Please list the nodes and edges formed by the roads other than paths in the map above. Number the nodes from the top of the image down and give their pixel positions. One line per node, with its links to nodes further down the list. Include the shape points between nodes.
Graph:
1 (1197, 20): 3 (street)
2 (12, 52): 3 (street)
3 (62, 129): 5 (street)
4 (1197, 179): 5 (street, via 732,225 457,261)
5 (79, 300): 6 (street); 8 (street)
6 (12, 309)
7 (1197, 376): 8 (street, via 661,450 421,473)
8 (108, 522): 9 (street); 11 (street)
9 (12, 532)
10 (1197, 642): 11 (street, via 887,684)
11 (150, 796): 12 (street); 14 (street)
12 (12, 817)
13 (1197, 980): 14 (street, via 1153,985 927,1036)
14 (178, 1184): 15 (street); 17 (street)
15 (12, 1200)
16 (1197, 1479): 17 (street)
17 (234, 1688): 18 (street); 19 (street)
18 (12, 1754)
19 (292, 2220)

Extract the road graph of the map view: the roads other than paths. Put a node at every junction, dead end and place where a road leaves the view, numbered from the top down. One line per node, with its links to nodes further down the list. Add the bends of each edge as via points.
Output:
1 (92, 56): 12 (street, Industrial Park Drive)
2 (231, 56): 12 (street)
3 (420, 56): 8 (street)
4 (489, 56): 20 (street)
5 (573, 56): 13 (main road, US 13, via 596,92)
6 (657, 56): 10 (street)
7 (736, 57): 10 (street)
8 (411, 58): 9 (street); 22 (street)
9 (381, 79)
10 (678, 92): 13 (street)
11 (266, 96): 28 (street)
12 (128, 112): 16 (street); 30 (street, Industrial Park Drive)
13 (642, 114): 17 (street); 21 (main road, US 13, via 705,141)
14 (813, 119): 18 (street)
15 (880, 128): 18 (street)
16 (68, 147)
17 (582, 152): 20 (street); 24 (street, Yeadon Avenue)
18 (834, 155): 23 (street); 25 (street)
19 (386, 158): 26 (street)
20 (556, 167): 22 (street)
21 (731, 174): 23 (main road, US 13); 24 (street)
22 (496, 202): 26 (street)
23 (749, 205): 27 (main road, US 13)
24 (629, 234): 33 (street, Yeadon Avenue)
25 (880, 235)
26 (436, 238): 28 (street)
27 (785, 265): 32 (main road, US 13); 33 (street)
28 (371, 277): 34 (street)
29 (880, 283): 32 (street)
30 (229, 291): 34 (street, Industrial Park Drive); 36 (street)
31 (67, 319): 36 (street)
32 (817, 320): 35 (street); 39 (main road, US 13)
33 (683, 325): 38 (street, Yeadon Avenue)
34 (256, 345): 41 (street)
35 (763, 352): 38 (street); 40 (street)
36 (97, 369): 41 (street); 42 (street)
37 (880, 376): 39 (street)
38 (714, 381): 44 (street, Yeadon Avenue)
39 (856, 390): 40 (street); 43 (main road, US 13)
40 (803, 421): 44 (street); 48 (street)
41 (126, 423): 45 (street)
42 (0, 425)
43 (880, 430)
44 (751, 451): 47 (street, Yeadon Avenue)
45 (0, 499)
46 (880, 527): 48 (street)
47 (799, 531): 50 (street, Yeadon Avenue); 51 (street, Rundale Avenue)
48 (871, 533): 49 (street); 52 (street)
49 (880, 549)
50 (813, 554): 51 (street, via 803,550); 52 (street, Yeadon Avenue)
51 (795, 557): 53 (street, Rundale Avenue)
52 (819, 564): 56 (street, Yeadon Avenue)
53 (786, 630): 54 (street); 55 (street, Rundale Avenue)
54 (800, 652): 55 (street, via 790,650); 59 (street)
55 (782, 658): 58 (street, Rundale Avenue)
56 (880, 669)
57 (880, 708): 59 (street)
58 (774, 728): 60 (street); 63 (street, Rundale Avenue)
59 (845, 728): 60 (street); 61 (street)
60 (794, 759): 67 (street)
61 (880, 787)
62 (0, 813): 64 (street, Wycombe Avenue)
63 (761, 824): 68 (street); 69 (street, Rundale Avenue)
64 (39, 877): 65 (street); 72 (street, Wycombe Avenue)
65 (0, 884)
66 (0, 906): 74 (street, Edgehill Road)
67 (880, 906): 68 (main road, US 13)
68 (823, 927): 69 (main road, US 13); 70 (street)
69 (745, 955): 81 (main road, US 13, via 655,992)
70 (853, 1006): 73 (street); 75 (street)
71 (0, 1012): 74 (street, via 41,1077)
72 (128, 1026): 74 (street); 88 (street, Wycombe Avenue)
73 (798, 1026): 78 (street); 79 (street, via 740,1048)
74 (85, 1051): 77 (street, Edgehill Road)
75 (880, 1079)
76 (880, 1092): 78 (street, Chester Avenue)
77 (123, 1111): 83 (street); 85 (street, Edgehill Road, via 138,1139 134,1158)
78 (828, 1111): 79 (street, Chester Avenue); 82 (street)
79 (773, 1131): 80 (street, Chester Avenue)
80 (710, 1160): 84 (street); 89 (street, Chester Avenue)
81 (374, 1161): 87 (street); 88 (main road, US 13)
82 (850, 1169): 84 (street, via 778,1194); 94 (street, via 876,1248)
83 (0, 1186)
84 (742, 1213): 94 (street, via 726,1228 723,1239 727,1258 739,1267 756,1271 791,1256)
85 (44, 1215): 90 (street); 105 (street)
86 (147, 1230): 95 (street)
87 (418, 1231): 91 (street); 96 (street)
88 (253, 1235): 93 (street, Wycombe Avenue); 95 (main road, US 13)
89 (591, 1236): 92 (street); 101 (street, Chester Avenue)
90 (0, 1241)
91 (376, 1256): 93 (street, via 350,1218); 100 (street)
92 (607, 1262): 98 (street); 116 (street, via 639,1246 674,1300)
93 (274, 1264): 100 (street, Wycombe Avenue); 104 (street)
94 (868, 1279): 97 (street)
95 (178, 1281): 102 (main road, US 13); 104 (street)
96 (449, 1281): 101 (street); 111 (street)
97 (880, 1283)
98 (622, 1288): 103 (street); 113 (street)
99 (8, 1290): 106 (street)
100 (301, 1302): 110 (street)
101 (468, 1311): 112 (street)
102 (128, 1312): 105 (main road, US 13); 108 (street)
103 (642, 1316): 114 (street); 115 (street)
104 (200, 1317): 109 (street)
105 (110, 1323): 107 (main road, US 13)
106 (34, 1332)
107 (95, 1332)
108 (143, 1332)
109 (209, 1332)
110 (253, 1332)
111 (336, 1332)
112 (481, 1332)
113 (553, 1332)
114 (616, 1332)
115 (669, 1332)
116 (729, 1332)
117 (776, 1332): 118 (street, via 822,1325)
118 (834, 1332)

EXERCISE REQUIREMENTS
What the answer needs is every line from the data above with "Wycombe" in it.

ANSWER SPACE
62 (0, 813): 64 (street, Wycombe Avenue)
64 (39, 877): 65 (street); 72 (street, Wycombe Avenue)
72 (128, 1026): 74 (street); 88 (street, Wycombe Avenue)
88 (253, 1235): 93 (street, Wycombe Avenue); 95 (main road, US 13)
93 (274, 1264): 100 (street, Wycombe Avenue); 104 (street)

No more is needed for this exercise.